Why are SNOMED CT codes (Identifiers) meaningless numbers?

Why are SNOMED CT codes (Identifiers) meaningless numbers?

As a team of terminology and informatics experts supporting legacy systems (and their migration), we often come across a few common themes:

  • We love ICD, Read, [insert your favourite coding standard here] cos we know what the code means! Why are SNOMED CT identifiers just meaningless numbers?
  • Read or xxxx was such a great system from the past, me and my users/devs could enter a code directly — cos we knew the code for asthma, pneumonia, etc. Can’t you just keep Read/PBCL going? If only NHS Digital did not discontinue the Read Codes!!

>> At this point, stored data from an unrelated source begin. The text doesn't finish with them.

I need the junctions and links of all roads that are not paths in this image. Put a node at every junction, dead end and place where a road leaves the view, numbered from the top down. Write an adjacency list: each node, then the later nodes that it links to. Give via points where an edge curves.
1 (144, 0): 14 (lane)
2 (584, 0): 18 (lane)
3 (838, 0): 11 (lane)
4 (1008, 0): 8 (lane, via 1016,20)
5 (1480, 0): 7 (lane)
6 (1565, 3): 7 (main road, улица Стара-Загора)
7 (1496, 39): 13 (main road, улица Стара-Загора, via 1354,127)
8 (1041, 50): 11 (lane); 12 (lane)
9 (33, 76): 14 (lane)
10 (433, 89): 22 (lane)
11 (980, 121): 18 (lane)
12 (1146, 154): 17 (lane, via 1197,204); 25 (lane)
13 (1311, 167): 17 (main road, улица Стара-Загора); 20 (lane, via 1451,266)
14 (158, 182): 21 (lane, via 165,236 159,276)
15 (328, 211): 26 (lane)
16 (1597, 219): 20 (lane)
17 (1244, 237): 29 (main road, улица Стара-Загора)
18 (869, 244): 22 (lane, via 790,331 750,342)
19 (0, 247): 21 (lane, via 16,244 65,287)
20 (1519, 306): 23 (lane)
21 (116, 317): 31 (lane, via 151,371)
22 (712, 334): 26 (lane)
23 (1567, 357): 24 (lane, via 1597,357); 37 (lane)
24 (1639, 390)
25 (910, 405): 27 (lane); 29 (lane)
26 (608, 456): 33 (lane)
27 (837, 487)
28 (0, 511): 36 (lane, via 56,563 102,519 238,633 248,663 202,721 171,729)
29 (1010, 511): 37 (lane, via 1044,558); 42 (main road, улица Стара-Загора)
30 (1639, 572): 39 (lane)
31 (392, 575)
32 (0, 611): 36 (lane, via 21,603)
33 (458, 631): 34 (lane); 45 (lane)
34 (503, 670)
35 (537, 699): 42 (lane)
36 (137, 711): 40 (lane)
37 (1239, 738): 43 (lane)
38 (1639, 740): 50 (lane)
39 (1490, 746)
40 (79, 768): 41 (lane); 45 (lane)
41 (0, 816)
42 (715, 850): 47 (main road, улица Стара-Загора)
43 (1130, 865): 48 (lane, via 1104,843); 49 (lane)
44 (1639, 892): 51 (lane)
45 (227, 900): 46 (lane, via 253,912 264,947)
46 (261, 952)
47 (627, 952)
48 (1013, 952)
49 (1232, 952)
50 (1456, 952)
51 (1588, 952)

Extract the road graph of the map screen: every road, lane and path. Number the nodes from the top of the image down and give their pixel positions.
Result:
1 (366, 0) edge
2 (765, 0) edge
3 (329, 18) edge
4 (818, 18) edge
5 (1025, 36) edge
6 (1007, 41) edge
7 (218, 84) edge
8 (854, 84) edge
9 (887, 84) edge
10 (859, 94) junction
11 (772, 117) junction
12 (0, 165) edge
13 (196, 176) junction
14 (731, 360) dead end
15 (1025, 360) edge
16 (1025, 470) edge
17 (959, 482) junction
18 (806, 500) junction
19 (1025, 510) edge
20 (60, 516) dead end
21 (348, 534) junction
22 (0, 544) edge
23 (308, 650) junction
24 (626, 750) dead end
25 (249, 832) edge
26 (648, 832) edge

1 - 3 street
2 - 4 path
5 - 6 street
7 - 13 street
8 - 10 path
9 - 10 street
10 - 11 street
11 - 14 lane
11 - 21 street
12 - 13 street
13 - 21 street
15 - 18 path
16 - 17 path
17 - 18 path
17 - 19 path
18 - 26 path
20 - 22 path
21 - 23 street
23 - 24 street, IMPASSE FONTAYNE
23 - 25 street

This is the third part in our SNOMED CT: An Introduction(check out part 1 and part 2 here) series, this article explains why SNOMED CT uses seemingly meaningless codes (identifiers) that are just numbers. In order to understand why this happened, you need to understand the history of SNOMED CT and one of its indirect precursors called Read Codes.

TLDR (or TL;DR)

The elegance of the Read codes was their simplicity and like all elegantly simple systems, its downfall is also this simplicity. Read codes carry meaning in codes, but the issue with carrying meaning in `codes` is that soon you run out of `space (computational)` to fit the right thing in the right place. For those of you who are mildly technical, this is similar to the transition the Internet is going through at the moment with IP addresses. We can no longer fit the number of available machines (those pesky IoT devices and phones) into IPV4 tables, so we need to move to IPV6, no matter how painful this is.

Background

For those of you who aren’t from the UK and wonder what on earth are Read Codes, it is one of the precursor coding systems that eventually became SNOMED CT. For those who are too busy to read the whole story of coding systems and their evolution from back in the 1990s to SNOMED CT, here is a plotted summary:

When the idea of coding was kicked off, James Read who popularised the notion created what are called the Read Codes in the UK. The original Read Codes were 4 bytes long, so those were technically Version 1. When the Read Codes were nationally adopted, to fit more `codes`, they were turned into the 5 byte version, which became Read Codes V2. A few years after national adoption, the Read Codes were enhanced/improved to create its successor, called `NHS Clinical Terms` (Version 3). These are commonly referred to as `CTV3` — also known as version 3 of Read Codes. Anyway, long story short, it is `Clinical Terms` that were merged in SNOMED RT (yes RT stands for Refined Terms) and to recognise the contribution of CTV3, the newly merged standard was called `SNOMED CT` as we currently know it. If you want a more elaborate history, then check out SNOMED International’s education material.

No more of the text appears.